▶ _DATA SUPPLIED_
%%

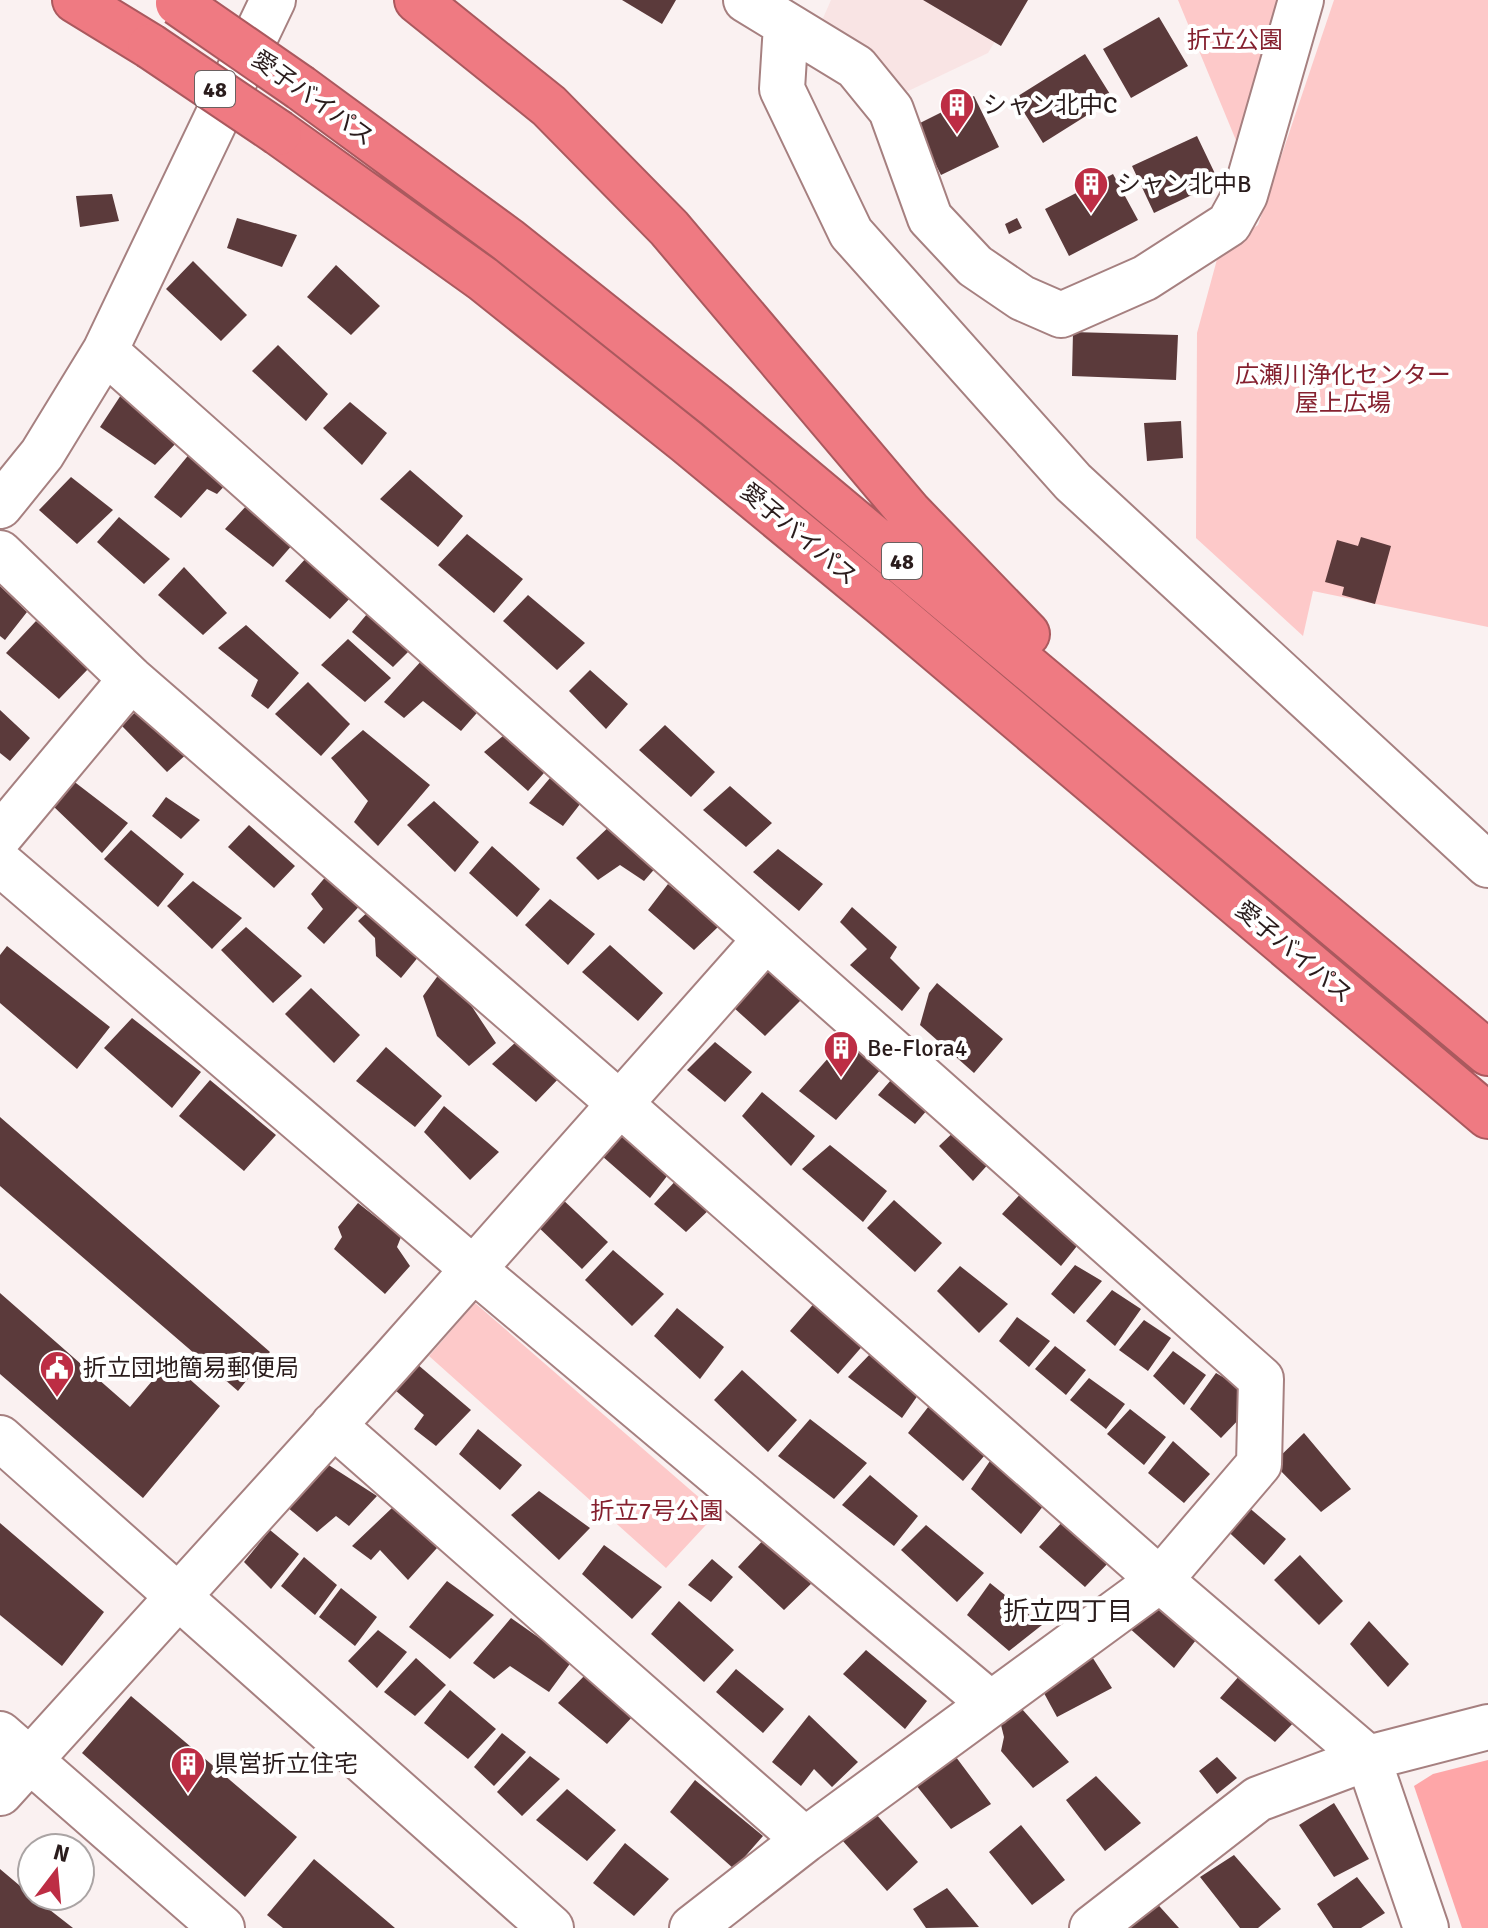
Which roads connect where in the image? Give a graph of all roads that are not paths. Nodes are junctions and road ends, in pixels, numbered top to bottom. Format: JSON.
{"nodes":[{"id":1,"x":61,"y":0,"type":"edge"},
{"id":2,"x":75,"y":0,"type":"edge"},
{"id":3,"x":273,"y":0,"type":"edge"},
{"id":4,"x":417,"y":0,"type":"edge"},
{"id":5,"x":746,"y":0,"type":"edge"},
{"id":6,"x":1301,"y":0,"type":"edge"},
{"id":7,"x":175,"y":2,"type":"edge"},
{"id":8,"x":786,"y":25,"type":"junction"},
{"id":9,"x":138,"y":38,"type":"junction"},
{"id":10,"x":105,"y":351,"type":"junction"},
{"id":11,"x":0,"y":506,"type":"edge"},
{"id":12,"x":0,"y":553,"type":"edge"},
{"id":13,"x":131,"y":679,"type":"junction"},
{"id":14,"x":1073,"y":766,"type":"junction"},
{"id":15,"x":0,"y":836,"type":"edge"},
{"id":16,"x":0,"y":863,"type":"edge"},
{"id":17,"x":1488,"y":865,"type":"edge"},
{"id":18,"x":765,"y":940,"type":"junction"},
{"id":19,"x":1488,"y":1041,"type":"edge"},
{"id":20,"x":1488,"y":1053,"type":"edge"},
{"id":21,"x":619,"y":1103,"type":"junction"},
{"id":22,"x":1488,"y":1116,"type":"edge"},
{"id":23,"x":1488,"y":1141,"type":"edge"},
{"id":24,"x":472,"y":1268,"type":"junction"},
{"id":25,"x":333,"y":1425,"type":"junction"},
{"id":26,"x":0,"y":1438,"type":"edge"},
{"id":27,"x":1160,"y":1580,"type":"junction"},
{"id":28,"x":178,"y":1597,"type":"junction"},
{"id":29,"x":991,"y":1704,"type":"junction"},
{"id":30,"x":1488,"y":1727,"type":"edge"},
{"id":31,"x":15,"y":1746,"type":"edge"},
{"id":32,"x":1368,"y":1758,"type":"junction"},
{"id":33,"x":0,"y":1793,"type":"edge"},
{"id":34,"x":805,"y":1840,"type":"junction"},
{"id":35,"x":222,"y":1928,"type":"edge"},
{"id":36,"x":551,"y":1928,"type":"edge"},
{"id":37,"x":692,"y":1928,"type":"edge"},
{"id":38,"x":1092,"y":1928,"type":"edge"},
{"id":39,"x":1426,"y":1928,"type":"edge"}],
"edges":[{"from":1,"to":9,"type":"highway"},
{"from":2,"to":9,"type":"highway","name":"愛子バイパス","number":"48"},
{"from":3,"to":10,"type":"street"},
{"from":4,"to":19,"type":"highway"},
{"from":5,"to":8,"type":"street"},
{"from":6,"to":8,"type":"street"},
{"from":7,"to":20,"type":"highway","name":"愛子バイパス","number":"48","bridge":true},
{"from":8,"to":17,"type":"street"},
{"from":9,"to":14,"type":"highway","name":"愛子バイパス","number":"48","bridge":true},
{"from":10,"to":11,"type":"street"},
{"from":10,"to":18,"type":"street"},
{"from":12,"to":13,"type":"street"},
{"from":13,"to":15,"type":"street"},
{"from":13,"to":21,"type":"street"},
{"from":14,"to":22,"type":"highway","name":"愛子バイパス","number":"48"},
{"from":14,"to":23,"type":"highway"},
{"from":16,"to":24,"type":"street"},
{"from":18,"to":21,"type":"street"},
{"from":18,"to":27,"type":"street"},
{"from":21,"to":24,"type":"street"},
{"from":21,"to":27,"type":"street"},
{"from":24,"to":25,"type":"street"},
{"from":24,"to":29,"type":"street"},
{"from":25,"to":28,"type":"street"},
{"from":25,"to":34,"type":"street"},
{"from":26,"to":28,"type":"street"},
{"from":27,"to":29,"type":"street"},
{"from":27,"to":32,"type":"street"},
{"from":28,"to":31,"type":"street"},
{"from":28,"to":36,"type":"street"},
{"from":29,"to":34,"type":"street"},
{"from":30,"to":32,"type":"street"},
{"from":31,"to":33,"type":"street"},
{"from":31,"to":35,"type":"street"},
{"from":32,"to":38,"type":"street"},
{"from":32,"to":39,"type":"street"},
{"from":34,"to":37,"type":"street"}]}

%%

▶ _TRY IT_
Please go through the listing and return each line that has "name" in it.

▶ _SOLVED PROBLEM_
{"from":2,"to":9,"type":"highway","name":"愛子バイパス","number":"48"},
{"from":7,"to":20,"type":"highway","name":"愛子バイパス","number":"48","bridge":true},
{"from":9,"to":14,"type":"highway","name":"愛子バイパス","number":"48","bridge":true},
{"from":14,"to":22,"type":"highway","name":"愛子バイパス","number":"48"},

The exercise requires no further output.